Modeling Overview
WarmHub gives you three primitives — shapes, things, and assertions — connected by wrefs. Before diving into each one, it helps to understand the principles that make them work together.
Core Principles
Section titled “Core Principles”Everything is versioned, nothing is deleted. Every mutation produces a new version. Retraction hides an entity from default queries but preserves its full history. This means you can always ask “what did we know at time T?” — so don’t be afraid to write data early, even if it’s uncertain.
Writes are versioned per operation. A write can contain multiple operations. Use this to keep related changes close together — add a thing and its initial assertions in the same write instead of spreading them across separate requests.
Names are stable, not permanent. Names identify things and appear in wrefs (references like Shape/name), but they can be changed — even on retracted things. When a thing is renamed, existing references automatically resolve to the new name. Things are linked by identity, not by name — the name is a human-readable label on top of that link. Choose names that are meaningful and stable, but know that renaming is safe if needed. See Naming as Navigation for a deep dive on designing effective names.
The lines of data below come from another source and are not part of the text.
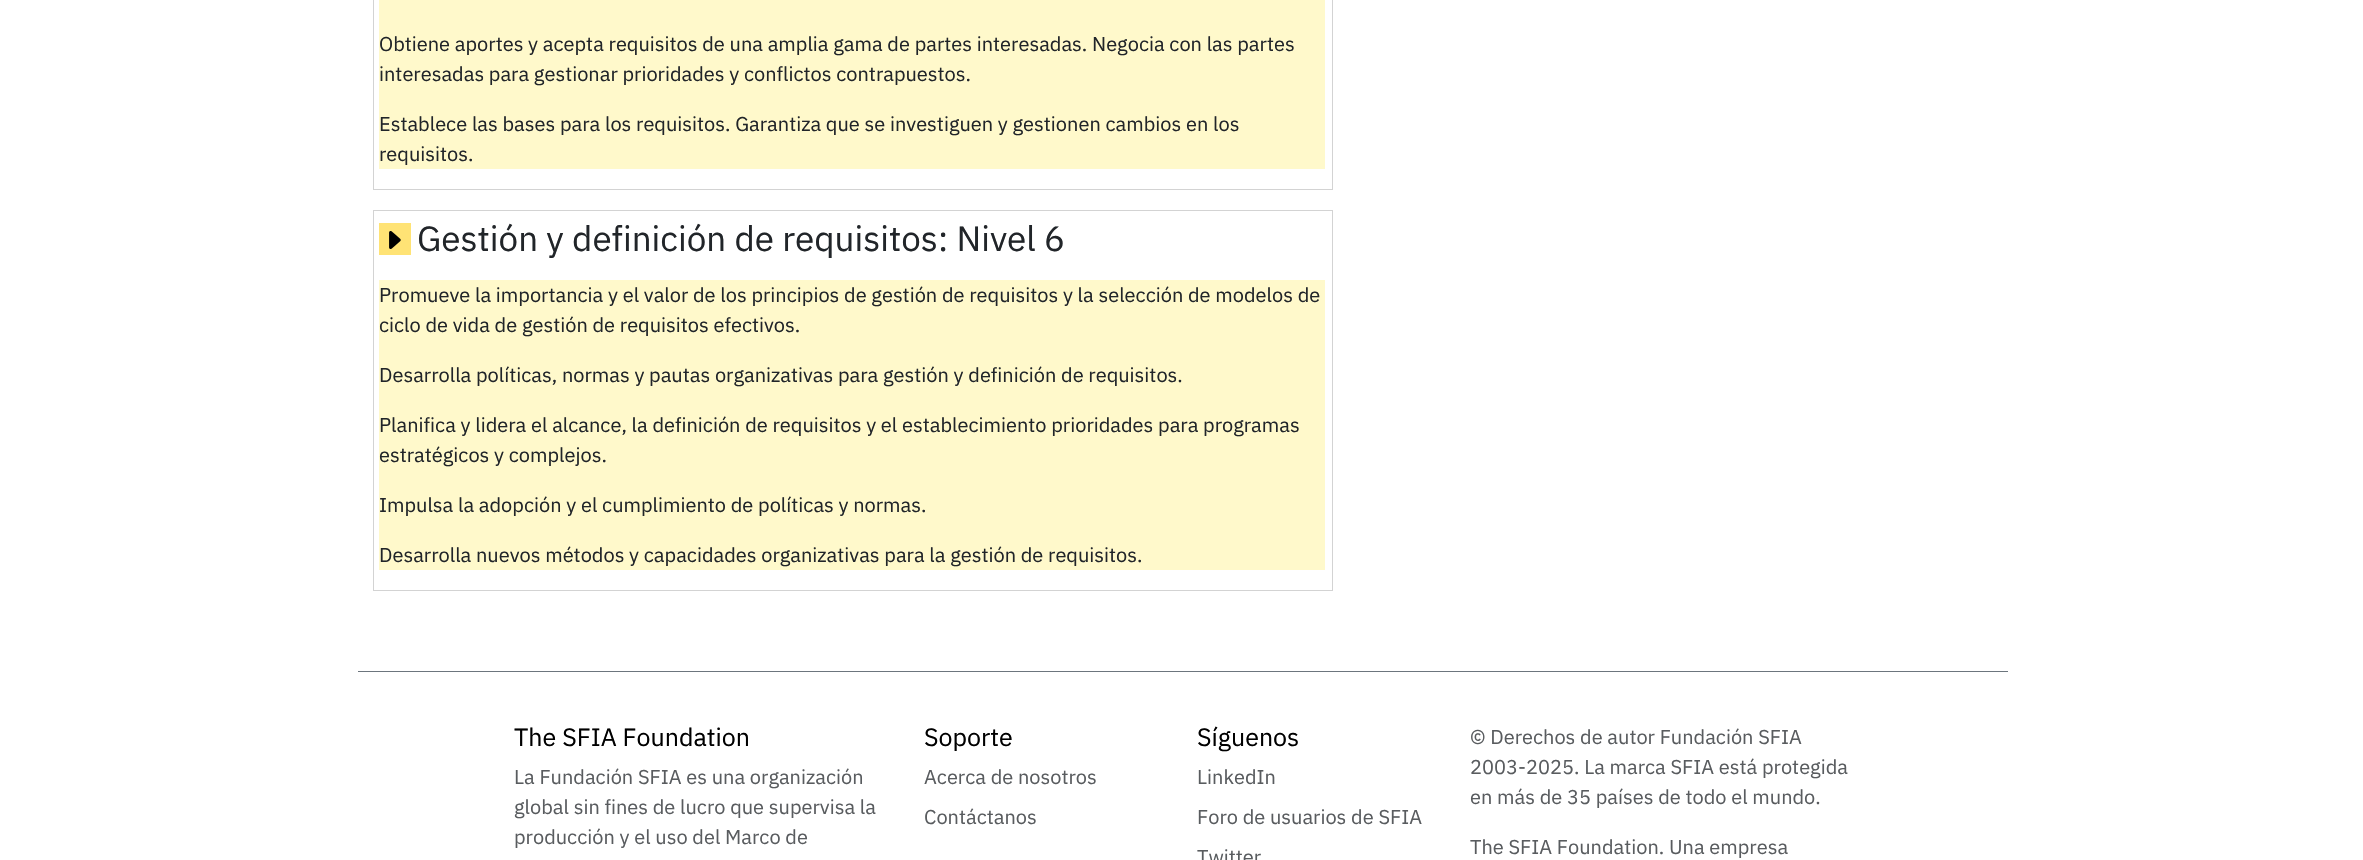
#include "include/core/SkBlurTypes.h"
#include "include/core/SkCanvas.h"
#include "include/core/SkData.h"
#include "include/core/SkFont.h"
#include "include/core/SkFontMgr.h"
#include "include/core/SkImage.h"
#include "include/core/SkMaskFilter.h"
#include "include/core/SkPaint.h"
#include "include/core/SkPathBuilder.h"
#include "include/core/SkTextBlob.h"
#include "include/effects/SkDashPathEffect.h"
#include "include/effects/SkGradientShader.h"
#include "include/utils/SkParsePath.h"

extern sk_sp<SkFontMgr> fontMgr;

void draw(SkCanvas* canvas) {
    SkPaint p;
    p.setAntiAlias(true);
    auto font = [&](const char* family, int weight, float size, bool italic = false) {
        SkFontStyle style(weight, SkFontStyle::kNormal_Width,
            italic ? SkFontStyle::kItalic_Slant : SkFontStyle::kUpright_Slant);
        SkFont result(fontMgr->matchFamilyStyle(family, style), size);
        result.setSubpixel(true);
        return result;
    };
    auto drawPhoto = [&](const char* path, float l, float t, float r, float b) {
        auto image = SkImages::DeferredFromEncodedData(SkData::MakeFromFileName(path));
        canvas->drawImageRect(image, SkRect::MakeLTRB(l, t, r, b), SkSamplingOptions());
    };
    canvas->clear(0xFFFFFFFF);
    p.setStyle(SkPaint::kStroke_Style);
    p.setStrokeWidth(1);
    p.setColor(0xFFD3D3D3);
    canvas->drawRect(SkRect::MakeLTRB(373.5f, -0.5f, 1332.5f, 189.5f), p);
    p.setStyle(SkPaint::kFill_Style);
    p.setColor(0xFFFFF9CB);
    canvas->drawRect(SkRect::MakeLTRB(379, 0, 1325, 169), p);
    auto font1 = font("IBM Plex Sans", 400, 20);
    p.setColor(0xFF212529);
    {
        const struct { const char* s; float x, y; } items[] = {
            {"Obtiene aportes y acepta requisitos de una amplia gama de partes interesadas. Negocia con las partes", 379, 51},
            {"interesadas para gestionar prioridades y conflictos contrapuestos.", 379, 81},
            {"Establece las bases para los requisitos. Garantiza que se investiguen y gestionen cambios en los", 379, 131},
            {"requisitos.", 379, 161},
        };
        for (auto [s, x, y] : items) {
            canvas->drawString(s, x, y, font1, p);
        }
    }
    p.setStyle(SkPaint::kStroke_Style);
    p.setColor(0xFFD3D3D3);
    canvas->drawRect(SkRect::MakeLTRB(373.5f, 210.5f, 1332.5f, 590.5f), p);
    p.setStyle(SkPaint::kFill_Style);
    p.setColor(0xFFFFE375);
    canvas->drawRect(SkRect::MakeLTRB(379, 223, 411, 255), p);
    drawPhoto("media/1.png", 389, 231, 401, 249);
    auto font2 = font("IBM Plex Sans", 400, 35);
    p.setColor(0xFF212529);
    canvas->drawString("Gestión y definición de requisitos: Nivel 6", 417, 251, font2, p);
    p.setColor(0xFFFFF9CB);
    canvas->drawRect(SkRect::MakeLTRB(379, 280, 1325, 570), p);
    p.setColor(0xFF212529);
    {
        const struct { const char* s; float x, y; } items[] = {
            {"Promueve la importancia y el valor de los principios de gestión de requisitos y la selección de modelos de", 379, 302},
            {"ciclo de vida de gestión de requisitos efectivos.", 379, 332},
            {"Desarrolla políticas, normas y pautas organizativas para gestión y definición de requisitos.", 379, 382},
            {"Planifica y lidera el alcance, la definición de requisitos y el establecimiento prioridades para programas", 379, 432},
            {"estratégicos y complejos.", 379, 462},
            {"Impulsa la adopción y el cumplimiento de políticas y normas.", 379, 512},
            {"Desarrolla nuevos métodos y capacidades organizativas para la gestión de requisitos.", 379, 562},
        };
        for (auto [s, x, y] : items) {
            canvas->drawString(s, x, y, font1, p);
        }
    }
    p.setColor(0xFF6C757D);
    canvas->drawRect(SkRect::MakeLTRB(358, 671, 2008, 672), p);
    auto font3 = font("IBM Plex Sans", 400, 25);
    p.setColor(0xFF000000);
    canvas->drawString("The SFIA Foundation", 514, 746, font3, p);
    p.setColor(0xFF595C5F);
    {
        const struct { const char* s; float x, y; } items[] = {
            {"La Fundación SFIA es una organización", 514, 784},
            {"global sin fines de lucro que supervisa la", 514, 814},
            {"producción y el uso del Marco de", 514, 844},
        };
        for (auto [s, x, y] : items) {
            canvas->drawString(s, x, y, font1, p);
        }
    }
    p.setColor(0xFF000000);
    canvas->drawString("Soporte", 924, 746, font3, p);
    p.setColor(0xFF595C5F);
    canvas->drawString("Acerca de nosotros", 924, 784, font1, p);
    canvas->drawString("Contáctanos", 924, 824, font1, p);
    p.setColor(0xFF000000);
    canvas->drawString("Síguenos", 1197, 746, font3, p);
    p.setColor(0xFF595C5F);
    {
        const struct { const char* s; float x, y; } items[] = {
            {"LinkedIn", 1197, 784},
            {"Foro de usuarios de SFIA", 1197, 824},
            {"Twitter", 1197, 864},
            {"© Derechos de autor Fundación SFIA", 1470, 744},
            {"2003-2025. La marca SFIA está protegida", 1470, 774},
            {"en más de 35 países de todo el mundo.", 1470, 804},
            {"The SFIA Foundation. Una empresa", 1470, 854},
        };
        for (auto [s, x, y] : items) {
            canvas->drawString(s, x, y, font1, p);
        }
    }
}
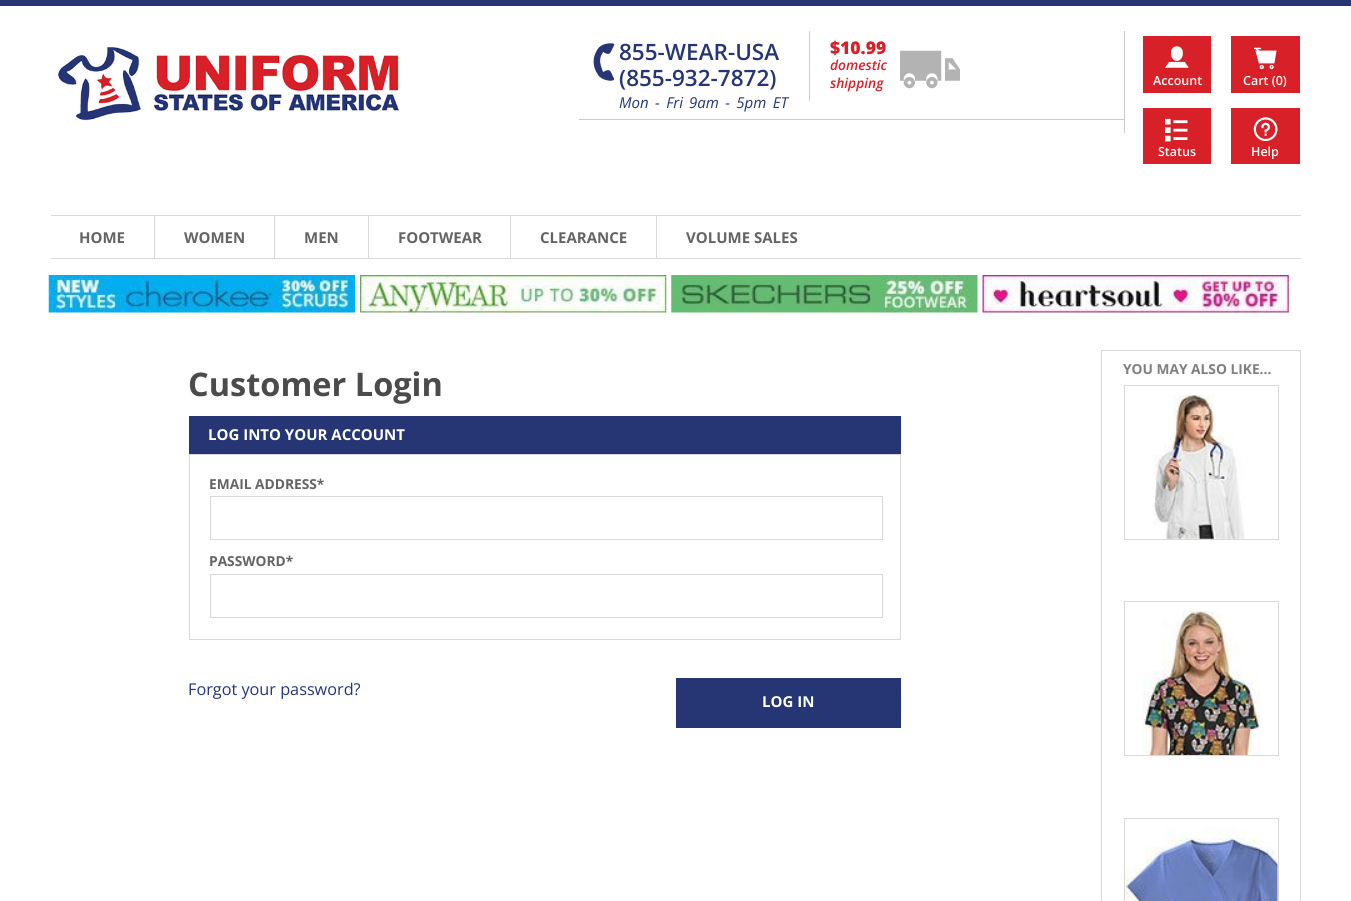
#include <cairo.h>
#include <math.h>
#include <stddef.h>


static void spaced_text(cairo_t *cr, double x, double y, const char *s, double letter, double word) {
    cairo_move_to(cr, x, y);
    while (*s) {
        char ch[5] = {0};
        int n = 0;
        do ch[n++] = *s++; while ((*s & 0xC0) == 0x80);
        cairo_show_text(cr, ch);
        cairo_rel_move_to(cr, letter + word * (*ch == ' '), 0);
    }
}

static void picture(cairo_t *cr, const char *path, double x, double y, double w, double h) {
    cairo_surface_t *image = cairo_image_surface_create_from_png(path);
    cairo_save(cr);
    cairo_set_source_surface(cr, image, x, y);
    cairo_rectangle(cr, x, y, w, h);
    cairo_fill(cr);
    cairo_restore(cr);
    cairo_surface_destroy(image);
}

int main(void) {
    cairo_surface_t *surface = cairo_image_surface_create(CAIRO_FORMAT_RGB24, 1351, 901);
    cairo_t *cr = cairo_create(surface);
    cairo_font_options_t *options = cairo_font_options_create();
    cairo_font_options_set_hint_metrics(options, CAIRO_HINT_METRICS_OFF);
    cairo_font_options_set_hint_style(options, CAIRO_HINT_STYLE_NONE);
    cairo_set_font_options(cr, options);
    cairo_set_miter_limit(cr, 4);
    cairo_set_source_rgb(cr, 1, 1, 1);
    cairo_paint(cr);
    cairo_set_source_rgb(cr, 0.149, 0.212, 0.459);
    cairo_rectangle(cr, 0, 0, 1351, 6);
    cairo_fill(cr);
    picture(cr, "img1.png", 55, 47, 345, 74);
    cairo_set_source_rgb(cr, 0.8, 0.8, 0.8);
    cairo_rectangle(cr, 1124, 31, 1, 102);
    cairo_fill(cr);
    cairo_rectangle(cr, 579, 119, 545, 1);
    cairo_fill(cr);
    picture(cr, "img2.png", 593, 43, 22, 38);
    cairo_select_font_face(cr, "Open Sans SemiBold", CAIRO_FONT_SLANT_NORMAL, CAIRO_FONT_WEIGHT_NORMAL);
    cairo_set_font_size(cr, 22.5);
    cairo_set_source_rgb(cr, 0.149, 0.212, 0.459);
    cairo_move_to(cr, 619, 60);
    cairo_show_text(cr, "855-WEAR-USA");
    cairo_move_to(cr, 619, 86);
    cairo_show_text(cr, "(855-932-7872)");
    cairo_select_font_face(cr, "Open Sans", CAIRO_FONT_SLANT_ITALIC, CAIRO_FONT_WEIGHT_NORMAL);
    cairo_set_font_size(cr, 15);
    spaced_text(cr, 619, 108, "Mon - Fri", 0, 2.5);
    spaced_text(cr, 689, 108, "9am - 5pm ET", 0, 2.5);
    cairo_set_source_rgb(cr, 0.8, 0.8, 0.8);
    cairo_rectangle(cr, 809, 31, 1, 70);
    cairo_fill(cr);
    cairo_select_font_face(cr, "Open Sans ExtraBold", CAIRO_FONT_SLANT_NORMAL, CAIRO_FONT_WEIGHT_NORMAL);
    cairo_set_font_size(cr, 17.5);
    cairo_set_source_rgb(cr, 0.847, 0.125, 0.157);
    cairo_move_to(cr, 830, 54);
    cairo_show_text(cr, "$10.99");
    cairo_select_font_face(cr, "Open Sans SemiBold", CAIRO_FONT_SLANT_ITALIC, CAIRO_FONT_WEIGHT_NORMAL);
    cairo_set_font_size(cr, 13.75);
    cairo_move_to(cr, 830, 70);
    cairo_show_text(cr, "domestic");
    cairo_move_to(cr, 830, 88);
    cairo_show_text(cr, "shipping");
    picture(cr, "img3.png", 900, 50, 60, 39);
    cairo_rectangle(cr, 1143, 36, 68, 57);
    cairo_fill(cr);
    picture(cr, "img4.png", 1165, 46, 24, 22);
    cairo_select_font_face(cr, "Open Sans SemiBold", CAIRO_FONT_SLANT_NORMAL, CAIRO_FONT_WEIGHT_NORMAL);
    cairo_set_font_size(cr, 12.5);
    cairo_set_source_rgb(cr, 1, 1, 1);
    cairo_move_to(cr, 1153, 85);
    cairo_show_text(cr, "Account");
    cairo_set_source_rgb(cr, 0.847, 0.125, 0.157);
    cairo_rectangle(cr, 1231, 36, 69, 57);
    cairo_fill(cr);
    picture(cr, "img5.png", 1254, 47, 23, 23);
    cairo_set_source_rgb(cr, 1, 1, 1);
    cairo_move_to(cr, 1243, 85);
    cairo_show_text(cr, "Cart (0)");
    cairo_set_source_rgb(cr, 0.847, 0.125, 0.157);
    cairo_rectangle(cr, 1143, 108, 68, 56);
    cairo_fill(cr);
    picture(cr, "img6.png", 1165, 118, 23, 24);
    cairo_set_source_rgb(cr, 1, 1, 1);
    cairo_move_to(cr, 1158, 156);
    cairo_show_text(cr, "Status");
    cairo_set_source_rgb(cr, 0.847, 0.125, 0.157);
    cairo_rectangle(cr, 1231, 108, 69, 56);
    cairo_fill(cr);
    picture(cr, "img7.png", 1253, 117, 25, 25);
    cairo_set_source_rgb(cr, 1, 1, 1);
    cairo_move_to(cr, 1251, 156);
    cairo_show_text(cr, "Help");
    cairo_set_source_rgb(cr, 0.851, 0.851, 0.851);
    cairo_rectangle(cr, 51, 215, 1250, 1);
    cairo_fill(cr);
    cairo_rectangle(cr, 51, 258, 1250, 1);
    cairo_fill(cr);
    cairo_select_font_face(cr, "Open Sans", CAIRO_FONT_SLANT_NORMAL, CAIRO_FONT_WEIGHT_BOLD);
    cairo_set_font_size(cr, 15);
    cairo_set_source_rgb(cr, 0.392, 0.392, 0.392);
    cairo_move_to(cr, 79, 243);
    cairo_show_text(cr, "HOME");
    cairo_set_source_rgb(cr, 0.851, 0.851, 0.851);
    cairo_rectangle(cr, 154, 216, 1, 42);
    cairo_fill(cr);
    cairo_set_source_rgb(cr, 0.392, 0.392, 0.392);
    cairo_move_to(cr, 184, 243);
    cairo_show_text(cr, "WOMEN");
    cairo_set_source_rgb(cr, 0.851, 0.851, 0.851);
    cairo_rectangle(cr, 274, 216, 1, 42);
    cairo_fill(cr);
    cairo_set_source_rgb(cr, 0.392, 0.392, 0.392);
    cairo_move_to(cr, 304, 243);
    cairo_show_text(cr, "MEN");
    cairo_set_source_rgb(cr, 0.851, 0.851, 0.851);
    cairo_rectangle(cr, 368, 216, 1, 42);
    cairo_fill(cr);
    cairo_set_source_rgb(cr, 0.392, 0.392, 0.392);
    cairo_move_to(cr, 398, 243);
    cairo_show_text(cr, "FOOTWEAR");
    cairo_set_source_rgb(cr, 0.851, 0.851, 0.851);
    cairo_rectangle(cr, 510, 216, 1, 42);
    cairo_fill(cr);
    cairo_set_source_rgb(cr, 0.392, 0.392, 0.392);
    cairo_move_to(cr, 540, 243);
    cairo_show_text(cr, "CLEARANCE");
    cairo_set_source_rgb(cr, 0.851, 0.851, 0.851);
    cairo_rectangle(cr, 656, 216, 1, 42);
    cairo_fill(cr);
    cairo_set_source_rgb(cr, 0.392, 0.392, 0.392);
    cairo_move_to(cr, 686, 243);
    cairo_show_text(cr, "VOLUME SALES");
    picture(cr, "img8.png", 48, 275, 307, 38);
    picture(cr, "img9.png", 360, 275, 307, 38);
    picture(cr, "img10.png", 671, 275, 307, 38);
    picture(cr, "img11.png", 982, 275, 307, 38);
    cairo_rectangle(cr, 1101.5, 350.5, 199, 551);
    cairo_set_source_rgb(cr, 0.851, 0.851, 0.851);
    cairo_set_line_width(cr, 1);
    cairo_stroke(cr);
    cairo_set_font_size(cr, 13.75);
    cairo_set_source_rgb(cr, 0.498, 0.498, 0.498);
    cairo_move_to(cr, 1123, 374);
    cairo_show_text(cr, "YOU MAY ALSO LIKE...");
    cairo_rectangle(cr, 1124.5, 385.5, 154, 154);
    cairo_set_source_rgb(cr, 0.851, 0.851, 0.851);
    cairo_stroke(cr);
    picture(cr, "img12.png", 1153, 395, 92, 144);
    cairo_rectangle(cr, 1124.5, 601.5, 154, 154);
    cairo_stroke(cr);
    picture(cr, "img13.png", 1142, 611, 118, 144);
    cairo_rectangle(cr, 1124.5, 818.5, 154, 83);
    cairo_stroke(cr);
    picture(cr, "img14.png", 1125, 827, 153, 74);
    cairo_set_font_size(cr, 32.5);
    cairo_set_source_rgb(cr, 0.294, 0.294, 0.294);
    cairo_move_to(cr, 188, 396);
    cairo_show_text(cr, "Customer Login");
    cairo_set_source_rgb(cr, 0.149, 0.212, 0.459);
    cairo_rectangle(cr, 189, 416, 712, 38);
    cairo_fill(cr);
    cairo_set_font_size(cr, 15);
    cairo_set_source_rgb(cr, 1, 1, 1);
    cairo_move_to(cr, 208, 440);
    cairo_show_text(cr, "LOG INTO YOUR ACCOUNT");
    cairo_rectangle(cr, 189.5, 454.5, 711, 185);
    cairo_set_source_rgb(cr, 0.851, 0.851, 0.851);
    cairo_stroke(cr);
    cairo_set_font_size(cr, 13.75);
    cairo_set_source_rgb(cr, 0.392, 0.392, 0.392);
    cairo_move_to(cr, 209, 489);
    cairo_show_text(cr, "EMAIL ADDRESS*");
    cairo_rectangle(cr, 210.5, 496.5, 672, 43);
    cairo_set_source_rgb(cr, 0.851, 0.851, 0.851);
    cairo_stroke(cr);
    cairo_set_source_rgb(cr, 0.392, 0.392, 0.392);
    cairo_move_to(cr, 209, 566);
    cairo_show_text(cr, "PASSWORD*");
    cairo_rectangle(cr, 210.5, 574.5, 672, 43);
    cairo_set_source_rgb(cr, 0.851, 0.851, 0.851);
    cairo_stroke(cr);
    cairo_select_font_face(cr, "Open Sans", CAIRO_FONT_SLANT_NORMAL, CAIRO_FONT_WEIGHT_NORMAL);
    cairo_set_font_size(cr, 16.25);
    cairo_set_source_rgb(cr, 0.149, 0.212, 0.459);
    cairo_move_to(cr, 188, 695);
    cairo_show_text(cr, "Forgot your password?");
    cairo_rectangle(cr, 676, 678, 225, 50);
    cairo_fill(cr);
    cairo_select_font_face(cr, "Open Sans", CAIRO_FONT_SLANT_NORMAL, CAIRO_FONT_WEIGHT_BOLD);
    cairo_set_font_size(cr, 15);
    cairo_set_source_rgb(cr, 1, 1, 1);
    cairo_move_to(cr, 762, 707);
    cairo_show_text(cr, "LOG IN");
    cairo_surface_write_to_png(surface, "page.png");
    cairo_font_options_destroy(options);
    cairo_destroy(cr);
    cairo_surface_destroy(surface);
    return 0;
}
The about reference is immutable. An assertion’s target is set at creation and cannot be changed. If you assert about the wrong thing, retract it and create a new assertion. This immutability guarantees that the relationship between an assertion and its subject is stable and auditable.
Choosing Your Primitives
Section titled “Choosing Your Primitives”The most common modeling question is: should this be a thing or an assertion?
Use things when you’re modeling entities with a single canonical state — the objects your system reasons about. A company, a sensor, a document. If there’s one truth about this entity, it’s a thing. See Things — When to Use Things for details.
Use assertions when attribution, confidence, or multiple perspectives matter — when you need to know who said something about an entity, not just the current state. An agent’s assessment, a probabilistic claim, a scored evaluation. See Assertions — When to Use Assertions for details.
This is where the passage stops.